1. Heisler chart
2. Importance of numerical methods

1. Heisler chart

• Heisler charts are a graphical analysis tool for the evaluation of heat transfer in thermal engineering. They are a set of two charts per included geometry introduced in 1947 by M. P.
• Heisler which were supplemented by a third chart per geometry in 1961 by H. Gröber. Heisler charts permit evaluation of the central temperature for transient heat conduction through an infinitely long plane wall of thickness 2L, an infinitely long cylinder of radius ro, and a sphere of radius ro.
• These first Heisler-Gröber charts were based upon the first term of the exact Fourier Series solution for an infinite plane wall:

$$\frac{T(x, t) - T_∞}{T_i - T_∞} = \sum_{n = 0}^∞ \bigg[\frac{4 sin λ_n}{2λ_n + sin 2λ_n}e^{-λ_n^2 \frac{at}{L^2}} cos \frac{λ_n x}{L}\bigg]$$

where $T_i$ is the initial temperature of the slab, $T_∞$ is the constant temperature imposed at the boundary, x is the location in the plane wall, $λ_n$ is π(n+1/2), and α is thermal diffusivity. The position x=0 represents the center of the slab.

Limitations

Although Heisler-Gröber charts are a faster and simpler alternative to the exact solutions of these problems, there are some limitations. First, the body must be at uniform temperature initially. Additionally, the temperature of the surroundings and the convective heat transfer coefficient must remain constant and uniform. Also, there must be no heat generation from the body itself.

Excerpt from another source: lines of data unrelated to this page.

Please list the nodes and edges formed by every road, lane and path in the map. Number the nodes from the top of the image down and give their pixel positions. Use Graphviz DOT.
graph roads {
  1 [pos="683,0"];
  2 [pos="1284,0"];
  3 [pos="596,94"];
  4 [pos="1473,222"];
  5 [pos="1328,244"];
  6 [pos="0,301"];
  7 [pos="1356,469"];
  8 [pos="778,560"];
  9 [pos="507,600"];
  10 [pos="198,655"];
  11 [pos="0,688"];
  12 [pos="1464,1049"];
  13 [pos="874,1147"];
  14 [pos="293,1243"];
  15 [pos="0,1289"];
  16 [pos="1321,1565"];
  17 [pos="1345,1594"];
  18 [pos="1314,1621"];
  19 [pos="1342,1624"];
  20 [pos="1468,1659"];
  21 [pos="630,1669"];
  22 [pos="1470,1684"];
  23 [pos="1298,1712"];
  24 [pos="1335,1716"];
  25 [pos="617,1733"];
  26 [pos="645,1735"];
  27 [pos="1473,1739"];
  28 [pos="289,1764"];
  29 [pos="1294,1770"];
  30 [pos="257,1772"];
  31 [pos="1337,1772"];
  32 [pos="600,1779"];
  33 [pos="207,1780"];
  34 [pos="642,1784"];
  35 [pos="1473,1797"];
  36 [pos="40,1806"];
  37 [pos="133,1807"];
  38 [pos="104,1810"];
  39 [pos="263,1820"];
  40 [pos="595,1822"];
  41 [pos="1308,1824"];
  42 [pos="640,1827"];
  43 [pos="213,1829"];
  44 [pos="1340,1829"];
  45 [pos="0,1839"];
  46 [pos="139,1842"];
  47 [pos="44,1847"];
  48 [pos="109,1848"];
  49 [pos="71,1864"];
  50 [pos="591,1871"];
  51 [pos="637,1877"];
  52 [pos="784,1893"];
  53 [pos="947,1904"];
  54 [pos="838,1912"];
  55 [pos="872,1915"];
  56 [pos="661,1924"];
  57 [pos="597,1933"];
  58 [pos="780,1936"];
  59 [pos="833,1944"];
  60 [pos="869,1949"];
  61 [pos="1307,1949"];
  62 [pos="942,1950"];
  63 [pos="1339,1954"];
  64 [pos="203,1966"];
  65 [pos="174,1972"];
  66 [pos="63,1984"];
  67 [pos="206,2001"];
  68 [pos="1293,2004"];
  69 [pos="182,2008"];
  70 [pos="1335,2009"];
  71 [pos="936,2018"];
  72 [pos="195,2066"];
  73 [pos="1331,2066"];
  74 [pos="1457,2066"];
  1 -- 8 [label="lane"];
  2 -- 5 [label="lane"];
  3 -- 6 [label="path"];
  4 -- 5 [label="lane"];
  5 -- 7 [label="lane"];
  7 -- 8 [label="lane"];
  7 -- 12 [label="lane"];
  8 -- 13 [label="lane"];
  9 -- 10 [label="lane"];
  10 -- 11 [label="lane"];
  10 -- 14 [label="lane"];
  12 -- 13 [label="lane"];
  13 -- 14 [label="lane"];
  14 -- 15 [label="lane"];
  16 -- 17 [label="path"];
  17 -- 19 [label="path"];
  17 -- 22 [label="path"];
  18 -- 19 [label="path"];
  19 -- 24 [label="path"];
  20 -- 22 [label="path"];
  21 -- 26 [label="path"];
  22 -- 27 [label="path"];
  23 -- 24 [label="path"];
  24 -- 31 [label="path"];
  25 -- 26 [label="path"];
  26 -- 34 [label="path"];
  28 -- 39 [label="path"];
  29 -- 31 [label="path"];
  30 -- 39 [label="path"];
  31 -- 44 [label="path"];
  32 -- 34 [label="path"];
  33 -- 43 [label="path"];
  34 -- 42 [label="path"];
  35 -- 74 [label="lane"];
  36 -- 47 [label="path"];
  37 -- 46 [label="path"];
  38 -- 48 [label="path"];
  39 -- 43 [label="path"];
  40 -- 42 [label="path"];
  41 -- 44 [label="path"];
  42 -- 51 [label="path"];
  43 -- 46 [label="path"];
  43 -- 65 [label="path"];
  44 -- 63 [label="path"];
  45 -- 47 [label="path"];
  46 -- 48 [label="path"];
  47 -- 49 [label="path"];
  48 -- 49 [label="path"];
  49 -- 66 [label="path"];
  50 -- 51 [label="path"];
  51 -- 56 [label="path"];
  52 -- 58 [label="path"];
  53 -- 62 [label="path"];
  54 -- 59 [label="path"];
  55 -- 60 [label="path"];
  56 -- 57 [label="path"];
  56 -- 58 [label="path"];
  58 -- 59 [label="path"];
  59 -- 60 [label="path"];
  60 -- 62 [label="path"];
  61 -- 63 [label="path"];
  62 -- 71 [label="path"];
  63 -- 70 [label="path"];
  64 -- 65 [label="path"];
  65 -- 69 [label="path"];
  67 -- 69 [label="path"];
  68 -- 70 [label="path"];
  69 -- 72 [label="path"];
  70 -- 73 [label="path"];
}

1. Importance of numerical methods

• The overall goal of the field of numerical analysis is the design and analysis of techniques to give approximate but accurate solutions to hard problems, the variety of which is suggested by the following:

  • Advanced numerical methods are essential in making numerical weather prediction feasible.
  • Computing the trajectory of a spacecraft requires the accurate numerical solution of a system of ordinary differential equations.
  • Car companies can improve the crash safety of their vehicles by using computer simulations of car crashes. Such simulations essentially consist of solving partial differential equations numerically.
  • Hedge funds (private investment funds) use tools from all fields of numerical analysis to attempt to calculate the value of stocks and derivatives more precisely than other market participants.
  • Airlines use sophisticated optimization algorithms to decide ticket prices, airplane and crew assignments and fuel needs. Historically, such algorithms were developed within the overlapping field of operations research.
  • Insurance companies use numerical programs for actuarial analysis.